BLE MIDI profile. Bluetooth MIDI (also called BLE-MIDI or MIDI over Bluetooth Low Energy) is a standard profile defined by the MIDI Manufacturers Association. It wraps standard MIDI messages in BLE packets with a small timestamp header. The adafruit_ble_midi library handles this framing, and the adafruit_midi library handles encoding and decoding the MIDI messages themselves. The split keeps the two concerns separate: one library speaks BLE, the other speaks MIDI.

Pairing with iOS and macOS GarageBand. On iPhone or iPad, open GarageBand, choose any instrument, then open the Settings (spanner icon) > Advanced > Bluetooth MIDI Devices. Your board will appear there as "CircuitPy MIDI." Tap to connect. On macOS, open the Audio MIDI Setup app, click the Bluetooth icon in the MIDI Studio window, and connect from there.
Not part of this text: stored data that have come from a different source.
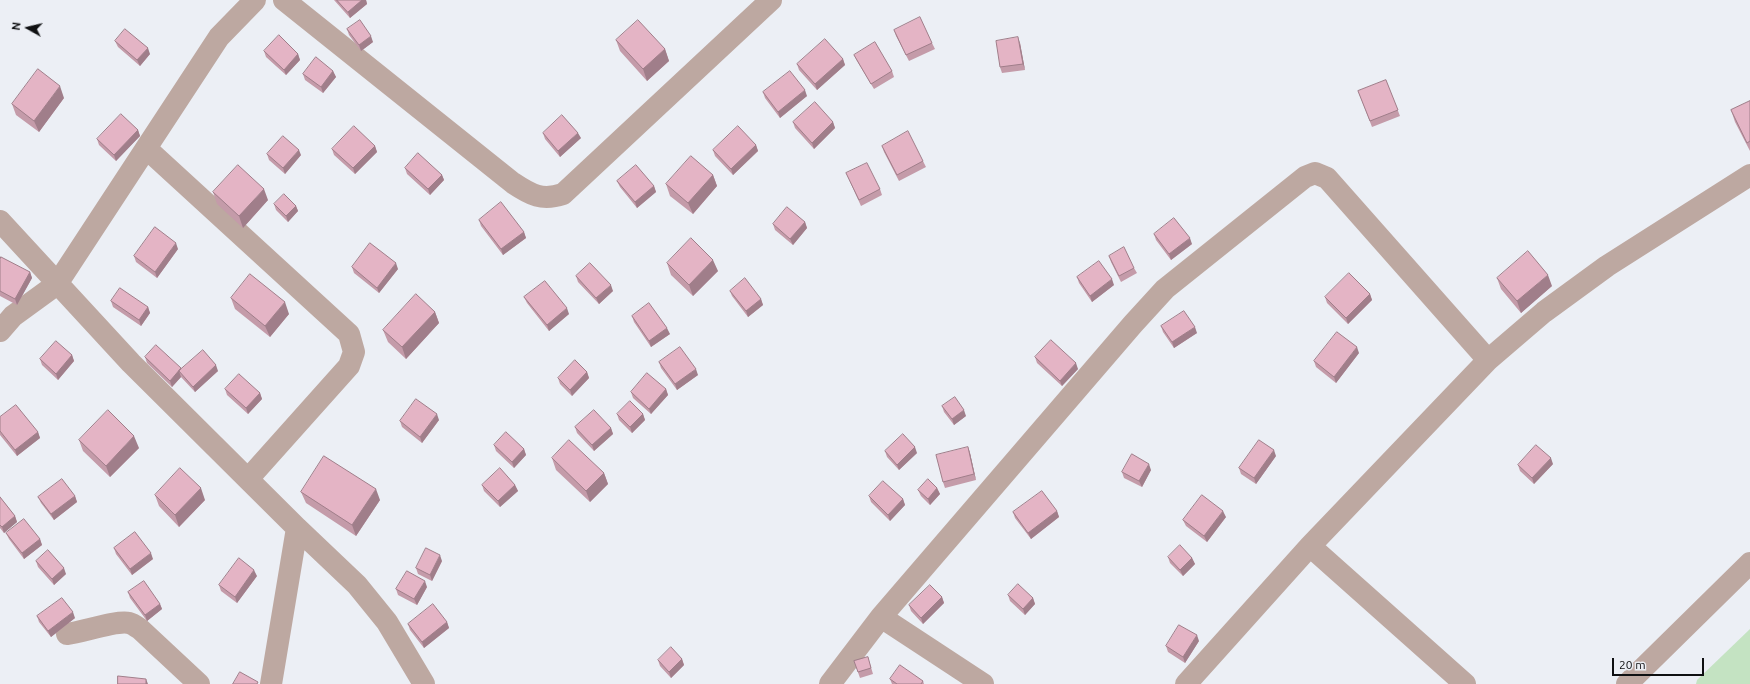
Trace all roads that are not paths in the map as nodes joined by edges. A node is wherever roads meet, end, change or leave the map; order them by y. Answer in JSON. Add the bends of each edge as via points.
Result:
{"nodes":[{"id":1,"x":255,"y":0,"type":"edge"},
{"id":2,"x":284,"y":0,"type":"edge"},
{"id":3,"x":771,"y":0,"type":"edge"},
{"id":4,"x":146,"y":148,"type":"junction"},
{"id":5,"x":1750,"y":175,"type":"edge"},
{"id":6,"x":0,"y":221,"type":"edge"},
{"id":7,"x":57,"y":284,"type":"junction"},
{"id":8,"x":0,"y":331,"type":"edge"},
{"id":9,"x":1488,"y":360,"type":"junction"},
{"id":10,"x":248,"y":479,"type":"junction"},
{"id":11,"x":297,"y":528,"type":"junction"},
{"id":12,"x":1310,"y":546,"type":"junction"},
{"id":13,"x":1750,"y":563,"type":"edge"},
{"id":14,"x":881,"y":617,"type":"junction"},
{"id":15,"x":67,"y":634,"type":"dead end"},
{"id":16,"x":199,"y":684,"type":"edge"},
{"id":17,"x":271,"y":684,"type":"edge"},
{"id":18,"x":424,"y":684,"type":"edge"},
{"id":19,"x":830,"y":684,"type":"edge"},
{"id":20,"x":983,"y":684,"type":"edge"},
{"id":21,"x":1186,"y":684,"type":"edge"},
{"id":22,"x":1465,"y":684,"type":"edge"},
{"id":23,"x":1627,"y":684,"type":"edge"}],
"edges":[{"from":1,"to":4,"type":"street","via":[[219,37]]},
{"from":2,"to":3,"type":"street","via":[[514,183],[529,193],[550,198],[564,194]]},
{"from":4,"to":7,"type":"street"},
{"from":4,"to":10,"type":"street","via":[[349,334],[354,352],[349,366]]},
{"from":5,"to":9,"type":"street","via":[[1607,266],[1544,312]]},
{"from":6,"to":7,"type":"street"},
{"from":7,"to":8,"type":"street","via":[[13,316]]},
{"from":7,"to":10,"type":"street","via":[[131,363]]},
{"from":9,"to":12,"type":"street"},
{"from":9,"to":14,"type":"street","via":[[1327,178],[1315,173],[1305,177],[1165,289]]},
{"from":10,"to":11,"type":"street"},
{"from":11,"to":17,"type":"street"},
{"from":11,"to":18,"type":"street","via":[[357,585],[387,622]]},
{"from":12,"to":21,"type":"street"},
{"from":12,"to":22,"type":"street"},
{"from":13,"to":23,"type":"street"},
{"from":14,"to":19,"type":"street"},
{"from":14,"to":20,"type":"street"},
{"from":15,"to":16,"type":"street","via":[[119,622],[130,623],[140,629]]}]}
Once connected, any DAW on the Mac (GarageBand, Logic, Ableton) will see it as a MIDI input. Note that BLE MIDI has slightly higher latency than USB MIDI — typically 5-15ms — which is imperceptible for most playing.

NeoPixel visual feedback on note events. The NeoPixels serve two purposes: they confirm which pad you are touching (useful when pads are unlabeled copper tape), and they give the instrument a visual presence during performance. Each pad gets a unique color. The pixel lights on note-on and goes dark on note-off, so the light duration matches the note duration. A fun extension is to change brightness with velocity — the harder a human presses (measured by the MPR121's electrode data value), the brighter the pixel.


Installing libraries

Copy the following into your lib folder:

CIRCUITPY/
  lib/
    adafruit_ble/
    adafruit_ble_midi.mpy
    adafruit_midi/
    adafruit_mpr121.mpy
    neopixel.mpy
  code.py

All are in the CircuitPython Library Bundle at circuitpython.org/libraries.